Midnight is my Friend
Here I am again, sitting in front of the computer in the dead of night, only too aware that I haven't posted for several days. The world just seems to be getting away from me at the moment – I'm not sure if I'm just trying to be involved in too many things, or if I'm not pedalling fast enough.
I can't help reminding myself of a message I've seen written by several friends recently – that it's ok not to chase your own tail – that it's ok to say no – that there is value in slowing down.
There are so many things I want to do though. I end up laughing at myself – I have always been my own worst enemy.
Last night we went out to a fund-raiser at the infant school where my other half works – propping up the “staff table”. It was supposed to be a quiz, but involved little or no knowledge. One of the rounds involved identifying the flavour of jelly beans. On the way home I opined that this is the future – whether we like it or not. Generations are coming through where the majority seem to have have no knowledge about anything much in the world. If they haven't seen something on Facebook, Tiktok, or their friends haven't texted them about it, they have no clue. The traditional subjects – history, geography, science, nature, art – you may as well be asking them to write out the equations of motion.
One particular table at the fund raiser stunned us by leaving a considerable amount of rubbish, empty bottles and food wrappers strewn across their table and the floor when they left. Because of course we were there to clean up after them. What is it with some people thinking the rest of the world is there to serve them? How conceited are they?
While walking home – furious with the many small slights that had mounted up throughout the night – I had to remind myself that none of it really mattered. Less than half a world away, a catastrophe is being discovered – with evidence that the retreating army of a superpower have massacred civilians en-masse.

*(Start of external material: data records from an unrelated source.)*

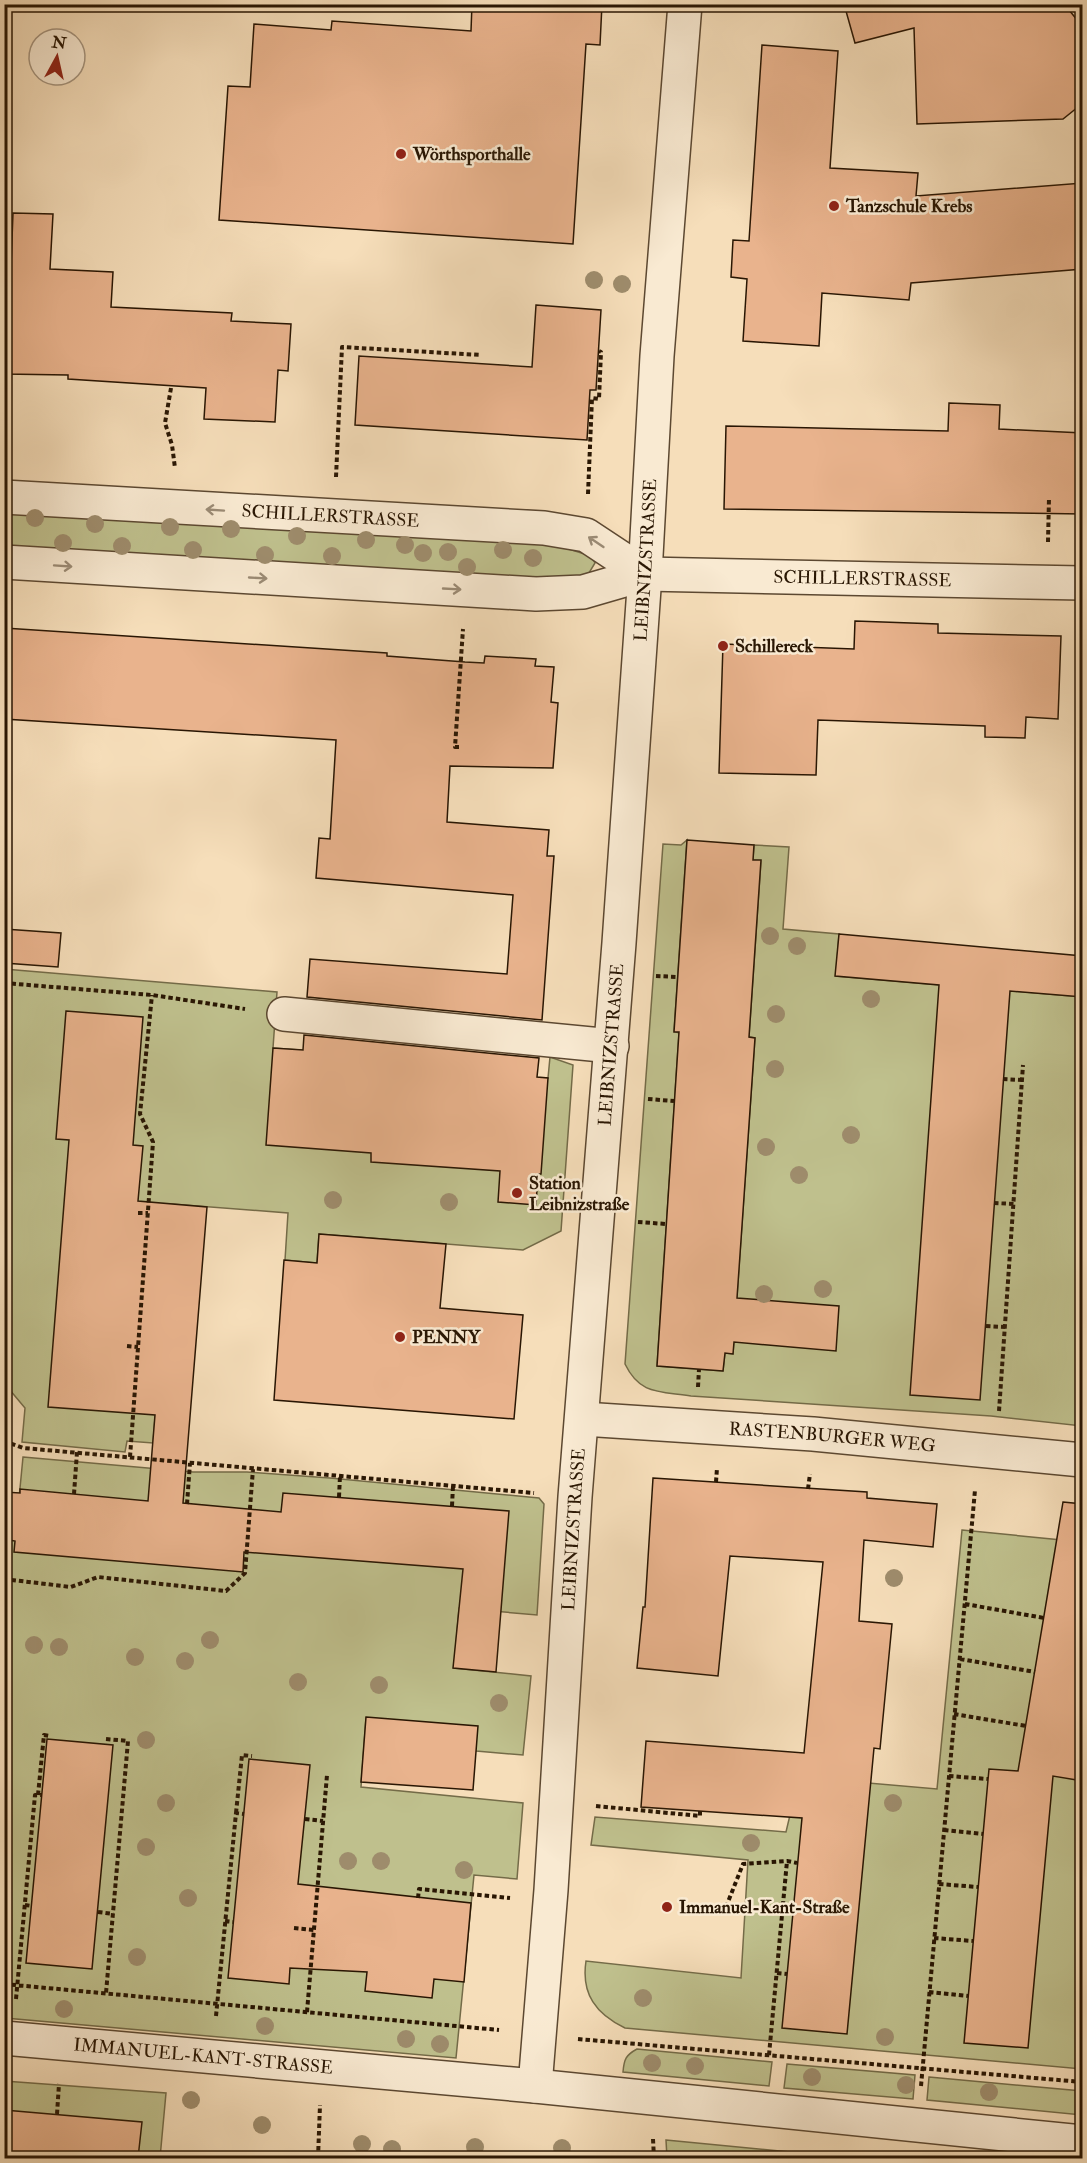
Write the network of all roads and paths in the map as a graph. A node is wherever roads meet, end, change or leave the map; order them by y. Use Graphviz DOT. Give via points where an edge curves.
graph roads {
  1 [pos="685,4"];
  2 [pos="598,351"];
  3 [pos="481,355"];
  4 [pos="171,388"];
  5 [pos="4,497"];
  6 [pos="1049,498"];
  7 [pos="1049,504"];
  8 [pos="180,508"];
  9 [pos="334,517"];
  10 [pos="586,535"];
  11 [pos="4,562"];
  12 [pos="645,574"];
  13 [pos="1083,583"];
  14 [pos="466,590"];
  15 [pos="459,747"];
  16 [pos="4,983"];
  17 [pos="152,995"];
  18 [pos="284,1014"];
  19 [pos="612,1046"];
  20 [pos="1023,1065"];
  21 [pos="1003,1079"];
  22 [pos="1022,1080"];
  23 [pos="994,1203"];
  24 [pos="1014,1204"];
  25 [pos="138,1213"];
  26 [pos="148,1214"];
  27 [pos="986,1326"];
  28 [pos="1005,1327"];
  29 [pos="127,1346"];
  30 [pos="138,1347"];
  31 [pos="583,1419"];
  32 [pos="4,1441"];
  33 [pos="978,1449"];
  34 [pos="77,1452"];
  35 [pos="130,1457"];
  36 [pos="1083,1460"];
  37 [pos="190,1463"];
  38 [pos="253,1469"];
  39 [pos="340,1476"];
  40 [pos="453,1486"];
  41 [pos="74,1494"];
  42 [pos="339,1497"];
  43 [pos="576,1497"];
  44 [pos="187,1504"];
  45 [pos="452,1506"];
  46 [pos="971,1531"];
  47 [pos="4,1579"];
  48 [pos="964,1604"];
  49 [pos="1044,1618"];
  50 [pos="960,1659"];
  51 [pos="1035,1672"];
  52 [pos="954,1714"];
  53 [pos="1026,1726"];
  54 [pos="50,1736"];
  55 [pos="106,1739"];
  56 [pos="252,1756"];
  57 [pos="327,1775"];
  58 [pos="949,1776"];
  59 [pos="988,1779"];
  60 [pos="556,1802"];
  61 [pos="700,1811"];
  62 [pos="236,1813"];
  63 [pos="244,1814"];
  64 [pos="305,1819"];
  65 [pos="323,1821"];
  66 [pos="944,1830"];
  67 [pos="983,1834"];
  68 [pos="787,1861"];
  69 [pos="797,1863"];
  70 [pos="939,1884"];
  71 [pos="978,1887"];
  72 [pos="418,1898"];
  73 [pos="550,1902"];
  74 [pos="25,1905"];
  75 [pos="32,1906"];
  76 [pos="726,1907"];
  77 [pos="98,1912"];
  78 [pos="113,1914"];
  79 [pos="225,1921"];
  80 [pos="233,1922"];
  81 [pos="294,1928"];
  82 [pos="314,1930"];
  83 [pos="934,1938"];
  84 [pos="973,1941"];
  85 [pos="19,1971"];
  86 [pos="777,1973"];
  87 [pos="787,1974"];
  88 [pos="218,1990"];
  89 [pos="929,1992"];
  90 [pos="106,1993"];
  91 [pos="968,1996"];
  92 [pos="307,2012"];
  93 [pos="4,2038"];
  94 [pos="924,2045"];
  95 [pos="769,2055"];
  96 [pos="535,2086"];
  97 [pos="318,2142"];
  98 [pos="1083,2142"];
  99 [pos="318,2158"];
  1 -- 12 [label="street, LEIBNIZSTRASSE" via="657,356"];
  2 -- 10 [label="path" via="598,399 592,398"];
  3 -- 9 [label="path" via="342,347"];
  4 -- 8 [label="path" via="165,423 172,445"];
  5 -- 8 [label="street, SCHILLERSTRASSE"];
  6 -- 7 [label="path"];
  9 -- 8 [label="street, SCHILLERSTRASSE, one-way"];
  9 -- 10 [label="street, SCHILLERSTRASSE" via="544,528"];
  12 -- 10 [label="street, SCHILLERSTRASSE, one-way"];
  11 -- 14 [label="street, SCHILLERSTRASSE, one-way"];
  12 -- 13 [label="street, SCHILLERSTRASSE"];
  12 -- 14 [label="street, SCHILLERSTRASSE" via="583,592"];
  12 -- 19 [label="street, LEIBNIZSTRASSE"];
  14 -- 15 [label="path" via="455,747"];
  16 -- 17 [label="path"];
  17 -- 18 [label="path"];
  17 -- 26 [label="path" via="140,1082 140,1114 153,1143"];
  18 -- 19 [label="street"];
  19 -- 31 [label="street, LEIBNIZSTRASSE"];
  20 -- 22 [label="path"];
  21 -- 22 [label="path"];
  22 -- 24 [label="path"];
  23 -- 24 [label="path"];
  24 -- 28 [label="path"];
  25 -- 26 [label="path"];
  26 -- 30 [label="path"];
  27 -- 28 [label="path"];
  28 -- 33 [label="path" via="998,1425"];
  29 -- 30 [label="path"];
  30 -- 35 [label="path"];
  31 -- 33 [label="street, RASTENBURGER WEG"];
  31 -- 43 [label="street, LEIBNIZSTRASSE"];
  32 -- 34 [label="path" via="23,1448"];
  33 -- 36 [label="street, RASTENBURGER WEG"];
  34 -- 35 [label="path"];
  34 -- 41 [label="path"];
  35 -- 37 [label="path"];
  37 -- 38 [label="path"];
  37 -- 44 [label="path"];
  38 -- 39 [label="path"];
  38 -- 47 [label="path" via="245,1573 226,1591 98,1577 71,1587"];
  39 -- 40 [label="path"];
  39 -- 42 [label="path"];
  40 -- 43 [label="path"];
  40 -- 45 [label="path"];
  43 -- 60 [label="street, LEIBNIZSTRASSE"];
  46 -- 48 [label="path"];
  48 -- 49 [label="path"];
  48 -- 50 [label="path"];
  50 -- 51 [label="path"];
  50 -- 52 [label="path"];
  52 -- 53 [label="path"];
  52 -- 58 [label="path"];
  54 -- 74 [label="path" via="44,1735 40,1795 35,1795"];
  55 -- 78 [label="path" via="128,1741"];
  56 -- 62 [label="path" via="242,1755"];
  57 -- 65 [label="path"];
  58 -- 59 [label="path"];
  58 -- 66 [label="path"];
  60 -- 61 [label="path" via="700,1816"];
  60 -- 73 [label="street, LEIBNIZSTRASSE"];
  62 -- 63 [label="path"];
  62 -- 79 [label="path"];
  64 -- 65 [label="path"];
  65 -- 82 [label="path"];
  66 -- 67 [label="path"];
  66 -- 70 [label="path"];
  68 -- 69 [label="path"];
  68 -- 76 [label="path" via="743,1864"];
  68 -- 86 [label="path"];
  70 -- 71 [label="path"];
  70 -- 83 [label="path"];
  72 -- 73 [label="path" via="419,1889"];
  73 -- 96 [label="street, LEIBNIZSTRASSE"];
  74 -- 75 [label="path"];
  74 -- 85 [label="path"];
  77 -- 78 [label="path"];
  78 -- 90 [label="path"];
  79 -- 80 [label="path"];
  79 -- 88 [label="path"];
  81 -- 82 [label="path"];
  82 -- 92 [label="path"];
  83 -- 84 [label="path"];
  83 -- 89 [label="path"];
  86 -- 87 [label="path"];
  86 -- 95 [label="path"];
  89 -- 91 [label="path"];
  89 -- 94 [label="path"];
  93 -- 96 [label="street, IMMANUEL-KANT-STRASSE"];
  96 -- 98 [label="street, IMMANUEL-KANT-STRASSE"];
  97 -- 99 [label="path"];
}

I will admit that in recent weeks I've wondered what the point of it all is – this life thing – when you could be cut down tomorrow. Why do we strive, hope, dream, or even attempt to build when a hostile adversary can invade, kill, and destroy with wanton abandon? How do soldiers of any army reconcile their actions? How do they live with what they have done? Can people really be conditioned to such an extent that they become machines without conscience ? Sadly experience of conflict around the world seems to tell me they can.

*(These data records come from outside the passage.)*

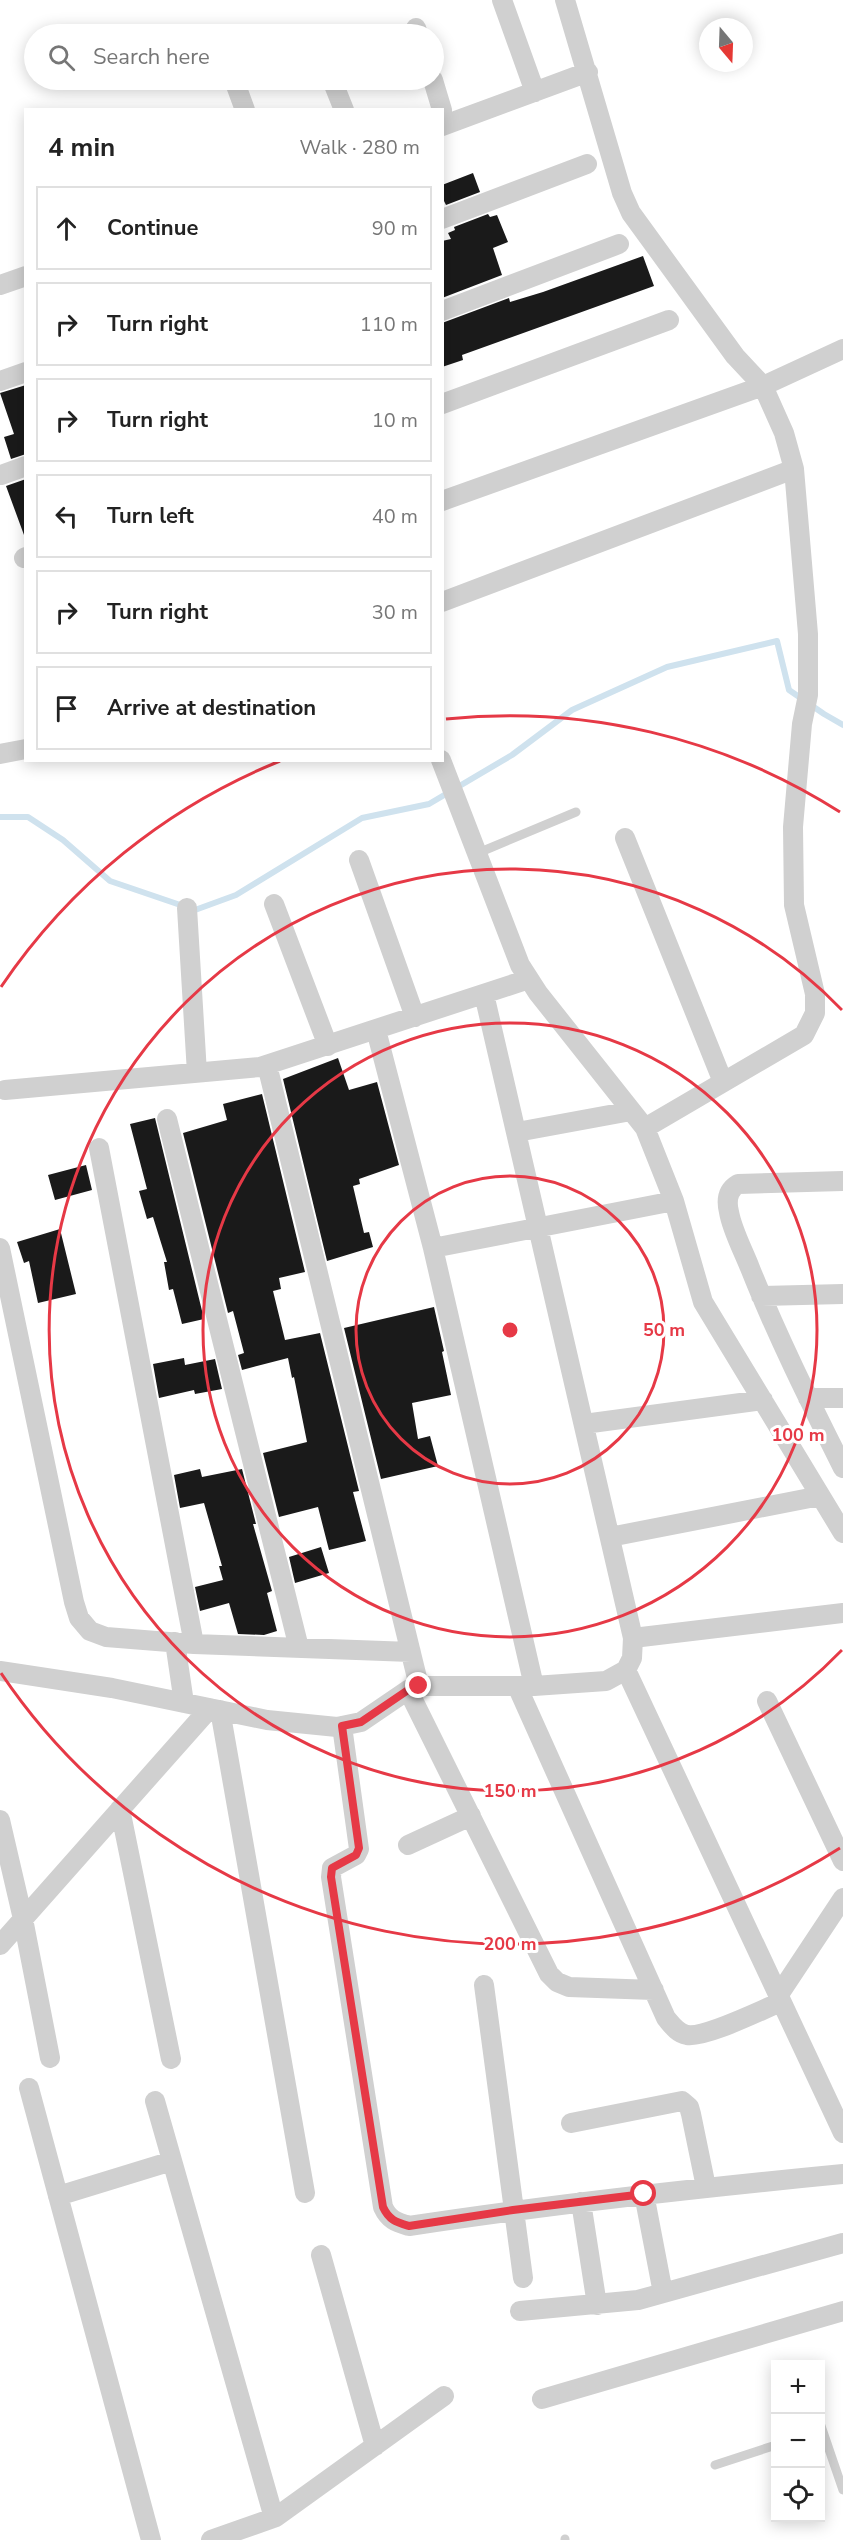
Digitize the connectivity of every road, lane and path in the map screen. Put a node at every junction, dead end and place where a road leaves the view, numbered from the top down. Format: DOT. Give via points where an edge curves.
graph roads {
  1 [pos="502,0"];
  2 [pos="565,0"];
  3 [pos="588,72"];
  4 [pos="238,90"];
  5 [pos="336,90"];
  6 [pos="436,90"];
  7 [pos="535,92"];
  8 [pos="244,108"];
  9 [pos="343,108"];
  10 [pos="441,108"];
  11 [pos="444,117"];
  12 [pos="587,164"];
  13 [pos="444,218"];
  14 [pos="619,244"];
  15 [pos="24,277"];
  16 [pos="0,285"];
  17 [pos="444,310"];
  18 [pos="669,320"];
  19 [pos="843,349"];
  20 [pos="24,373"];
  21 [pos="0,381"];
  22 [pos="763,386"];
  23 [pos="444,403"];
  24 [pos="24,467"];
  25 [pos="794,469"];
  26 [pos="1,475"];
  27 [pos="444,500"];
  28 [pos="444,601"];
  29 [pos="24,749"];
  30 [pos="0,754"];
  31 [pos="442,762"];
  32 [pos="576,812"];
  33 [pos="625,838"];
  34 [pos="478,853"];
  35 [pos="359,860"];
  36 [pos="274,904"];
  37 [pos="187,908"];
  38 [pos="529,979"];
  39 [pos="484,993"];
  40 [pos="415,1017"];
  41 [pos="376,1030"];
  42 [pos="328,1046"];
  43 [pos="267,1065"];
  44 [pos="197,1073"];
  45 [pos="723,1082"];
  46 [pos="5,1090"];
  47 [pos="631,1110"];
  48 [pos="167,1119"];
  49 [pos="645,1128"];
  50 [pos="517,1132"];
  51 [pos="99,1149"];
  52 [pos="843,1181"];
  53 [pos="674,1201"];
  54 [pos="538,1227"];
  55 [pos="0,1248"];
  56 [pos="433,1248"];
  57 [pos="843,1294"];
  58 [pos="761,1296"];
  59 [pos="808,1398"];
  60 [pos="843,1398"];
  61 [pos="763,1400"];
  62 [pos="584,1424"];
  63 [pos="843,1468"];
  64 [pos="820,1496"];
  65 [pos="843,1533"];
  66 [pos="610,1537"];
  67 [pos="843,1613"];
  68 [pos="633,1638"];
  69 [pos="185,1643"];
  70 [pos="299,1648"];
  71 [pos="411,1652"];
  72 [pos="626,1670"];
  73 [pos="0,1671"];
  74 [pos="525,1686"];
  75 [pos="413,1688"];
  76 [pos="767,1701"];
  77 [pos="184,1703"];
  78 [pos="215,1709"];
  79 [pos="342,1726"];
  80 [pos="120,1809"];
  81 [pos="471,1816"];
  82 [pos="0,1820"];
  83 [pos="408,1845"];
  84 [pos="843,1861"];
  85 [pos="843,1898"];
  86 [pos="23,1919"];
  87 [pos="0,1945"];
  88 [pos="484,1985"];
  89 [pos="654,1990"];
  90 [pos="779,1999"];
  91 [pos="50,2058"];
  92 [pos="171,2059"];
  93 [pos="29,2088"];
  94 [pos="155,2101"];
  95 [pos="571,2122"];
  96 [pos="843,2133"];
  97 [pos="172,2161"];
  98 [pos="843,2174"];
  99 [pos="706,2187"];
  100 [pos="305,2193"];
  101 [pos="644,2194"];
  102 [pos="58,2196"];
  103 [pos="581,2202"];
  104 [pos="513,2210"];
  105 [pos="843,2243"];
  106 [pos="321,2255"];
  107 [pos="523,2278"];
  108 [pos="663,2294"];
  109 [pos="597,2305"];
  110 [pos="520,2311"];
  111 [pos="843,2311"];
  112 [pos="444,2396"];
  113 [pos="542,2399"];
  114 [pos="825,2436"];
  115 [pos="375,2446"];
  116 [pos="771,2447"];
  117 [pos="715,2465"];
  118 [pos="840,2472"];
  119 [pos="843,2490"];
  120 [pos="274,2518"];
  121 [pos="151,2540"];
  122 [pos="211,2540"];
  1 -- 7 [label="street"];
  2 -- 3 [label="street"];
  3 -- 7 [label="street"];
  3 -- 22 [label="street" via="631,213 735,356"];
  4 -- 8 [label="street"];
  5 -- 9 [label="street"];
  6 -- 10 [label="street"];
  7 -- 11 [label="street"];
  12 -- 13 [label="street"];
  14 -- 17 [label="street"];
  15 -- 16 [label="street"];
  18 -- 23 [label="street"];
  19 -- 22 [label="street"];
  20 -- 21 [label="street"];
  22 -- 25 [label="street" via="784,433"];
  22 -- 27 [label="street"];
  24 -- 26 [label="street"];
  25 -- 28 [label="street"];
  25 -- 45 [label="street" via="808,634 808,695 793,827 794,905 815,994 815,1014 804,1035"];
  29 -- 30 [label="street"];
  31 -- 34 [label="street"];
  32 -- 34 [label="lane"];
  33 -- 45 [label="street"];
  34 -- 38 [label="street" via="520,965"];
  35 -- 40 [label="street"];
  36 -- 42 [label="street"];
  37 -- 44 [label="street"];
  38 -- 39 [label="street"];
  38 -- 47 [label="street"];
  39 -- 40 [label="street"];
  39 -- 50 [label="street"];
  40 -- 41 [label="street"];
  41 -- 42 [label="street"];
  41 -- 56 [label="street"];
  42 -- 43 [label="street"];
  43 -- 44 [label="street"];
  43 -- 71 [label="street"];
  44 -- 46 [label="street"];
  45 -- 49 [label="street"];
  47 -- 49 [label="street"];
  47 -- 50 [label="street"];
  48 -- 70 [label="street"];
  49 -- 53 [label="street"];
  50 -- 54 [label="street"];
  51 -- 69 [label="street"];
  52 -- 58 [label="street" via="738,1184 731,1188 729,1212"];
  53 -- 54 [label="street"];
  53 -- 61 [label="street" via="703,1302"];
  54 -- 56 [label="street"];
  54 -- 62 [label="street"];
  55 -- 69 [label="street" via="79,1618 90,1631 106,1637"];
  56 -- 74 [label="street"];
  57 -- 58 [label="street"];
  58 -- 59 [label="street"];
  59 -- 60 [label="street"];
  59 -- 63 [label="street"];
  61 -- 62 [label="street"];
  61 -- 64 [label="street"];
  62 -- 66 [label="street"];
  64 -- 65 [label="street"];
  64 -- 66 [label="street"];
  66 -- 68 [label="street"];
  67 -- 68 [label="street"];
  68 -- 72 [label="street" via="632,1658"];
  69 -- 70 [label="street"];
  69 -- 77 [label="street"];
  70 -- 71 [label="street"];
  71 -- 75 [label="street"];
  72 -- 74 [label="street" via="606,1681"];
  72 -- 90 [label="street"];
  73 -- 77 [label="street"];
  74 -- 75 [label="street"];
  74 -- 89 [label="street"];
  75 -- 79 [label="street" via="361,1722"];
  75 -- 81 [label="street"];
  76 -- 84 [label="street"];
  77 -- 78 [label="street"];
  78 -- 79 [label="street" via="299,1725"];
  78 -- 80 [label="street"];
  78 -- 100 [label="street"];
  79 -- 104 [label="street" via="359,1848 356,1855 332,1868 331,1877 383,2207 394,2222 409,2226"];
  80 -- 86 [label="street"];
  80 -- 92 [label="street"];
  81 -- 83 [label="street"];
  81 -- 89 [label="street" via="549,1974 557,1982 568,1987"];
  82 -- 86 [label="street"];
  85 -- 90 [label="street"];
  86 -- 87 [label="street"];
  86 -- 91 [label="street"];
  88 -- 104 [label="street"];
  89 -- 90 [label="street" via="666,2018 677,2031 688,2035 703,2033"];
  90 -- 96 [label="street"];
  93 -- 102 [label="street"];
  94 -- 97 [label="street"];
  95 -- 99 [label="street" via="682,2102 691,2114"];
  97 -- 102 [label="street"];
  97 -- 120 [label="street"];
  98 -- 99 [label="street"];
  99 -- 101 [label="street"];
  101 -- 103 [label="street"];
  101 -- 108 [label="street"];
  102 -- 121 [label="street"];
  103 -- 104 [label="street"];
  103 -- 109 [label="street"];
  104 -- 107 [label="street"];
  105 -- 108 [label="street"];
  106 -- 115 [label="street"];
  108 -- 109 [label="street"];
  109 -- 110 [label="street"];
  111 -- 113 [label="street"];
  112 -- 115 [label="street"];
  114 -- 118 [label="lane"];
  115 -- 120 [label="street"];
  116 -- 117 [label="lane"];
  118 -- 119 [label="lane"];
  120 -- 122 [label="street"];
}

Suddenly the method I use to get from one day to the next seems like a good one – putting one foot in front of the other. When the world seems a little too big, and a little too loud, concentrating on putting one foot in front of the other works well. It gets me from today to tomorrow – and tomorrow it will get me to the next day.
The real trick is finding somebody to walk alongside while finding my way from today to tomorrow. I'm lucky enough to count several such people in my sort-of-secret group of far flung friends on the internet. We might not message each other every day, but when we do, the world becomes a little bit smaller, and a little bit easier to survive.